Possible drug treatment. Many hospitals, including Cleveland Clinic, solicit guidance from infectious disease physicians regarding when medications such as hydroxychloroquine, lopinavir-ritonavir, compassionate or investigational use of remdesivir, or tocilizumab should be used in moderate to severe illness.

Caution with steroids. There is evidence that giving steroids to patients with SARS and MERS resulted in prolonged viral shedding and worsened clinical outcomes.10 Therefore, the World Health Organization recommends against steroids in COVID-19 except in special cases such as exacerbation of asthma or chronic obstructive pulmonary disease or septic shock.11 Giving antibiotics and steroids in acute exacerbations of ILD has been common practice for many years, but steroid treatment has come under scrutiny as of late, with several trials showing possible harm and increased risk of serious adverse reactions.12,13

Histologically, most acute exacerbations of ILD are characterized by diffuse alveolar damage, while others are characterized by organizing pneumonia, alveolar hemorrhage, and unspecific inflammatory changes. Clinical judgment should be used, and steroids could be considered in cases more likely to respond, such as ILD related to exacerbation of underlying connective tissue disease, which may involve more organizing pneumonia or alveolar hemorrhage.

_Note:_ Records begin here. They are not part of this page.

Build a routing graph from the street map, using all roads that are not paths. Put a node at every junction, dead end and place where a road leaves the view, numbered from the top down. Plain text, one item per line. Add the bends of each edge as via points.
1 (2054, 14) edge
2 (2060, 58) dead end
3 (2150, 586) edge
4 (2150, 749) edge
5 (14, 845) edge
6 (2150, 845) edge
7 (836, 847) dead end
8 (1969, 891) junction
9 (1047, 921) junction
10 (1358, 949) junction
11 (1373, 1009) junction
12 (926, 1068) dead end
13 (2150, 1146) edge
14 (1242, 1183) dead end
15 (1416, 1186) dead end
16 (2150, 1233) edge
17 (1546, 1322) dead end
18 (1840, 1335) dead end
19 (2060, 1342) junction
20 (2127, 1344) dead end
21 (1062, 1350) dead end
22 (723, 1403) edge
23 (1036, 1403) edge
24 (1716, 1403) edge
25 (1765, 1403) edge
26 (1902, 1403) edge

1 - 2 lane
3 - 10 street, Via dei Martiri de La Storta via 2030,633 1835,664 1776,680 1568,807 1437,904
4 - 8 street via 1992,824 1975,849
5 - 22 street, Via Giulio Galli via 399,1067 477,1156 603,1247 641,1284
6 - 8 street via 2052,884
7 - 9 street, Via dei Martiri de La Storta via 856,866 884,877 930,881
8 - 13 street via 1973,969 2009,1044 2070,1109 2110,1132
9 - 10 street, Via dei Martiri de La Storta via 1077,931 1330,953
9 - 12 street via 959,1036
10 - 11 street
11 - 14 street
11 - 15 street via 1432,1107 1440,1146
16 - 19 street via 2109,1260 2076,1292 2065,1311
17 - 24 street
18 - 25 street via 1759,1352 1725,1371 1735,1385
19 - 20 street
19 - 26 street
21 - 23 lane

Consider avoiding mechanical ventilation in acute exacerbations of ILD. The mortality rate in acute exacerbations of ILD alone is greater than 50%,14 and we are currently seeing high mortality rates in COVID-19 patients requiring mechanical ventilation. Therefore strong consideration should be given to avoiding mechanical ventilation and considering palliative measures in a COVID-positive patient with an acute exacerbation of ILD.

PATIENTS WHO DEVELOP COVID-19 RESPIRATORY ILLNESS ARE AT RISK FOR DEVELOPING ILD

As we are still early in this pandemic, not much is known about the long-term outcomes of COVID-19 respiratory infection. Numerous reports from survivors of SARS and MERS describe long-term lung damage and pulmonary fibrosis, resulting in reduced quality of life and significant disability.15 In a 1-year follow-up of SARS survivors, 24% had impaired diffusing capacity for carbon monoxide, and 27.8% had radiographic evidence of interstitial changes or pulmonary fibrosis, or both.16 A 2019 meta-analysis by Sheng at al17 concluded that a number of different viruses are associated with the development of idiopathic pulmonary fibrosis (likely as a trigger rather than the cause). As the pathology and mechanism of infection are similar to those seen in SARS and MERS, one would expect to see similar outcomes of chronic ILD lung disease and reduced pulmonary function in some survivors of COVID-19.

Footnotes

  • The statements and opinions expressed in COVID-19 Curbside Consults are based on experience and the available literature as of the date posted. While we try to regularly update this content, any offered recommendations cannot be substituted for the clinical judgment of clinicians caring for individual patients.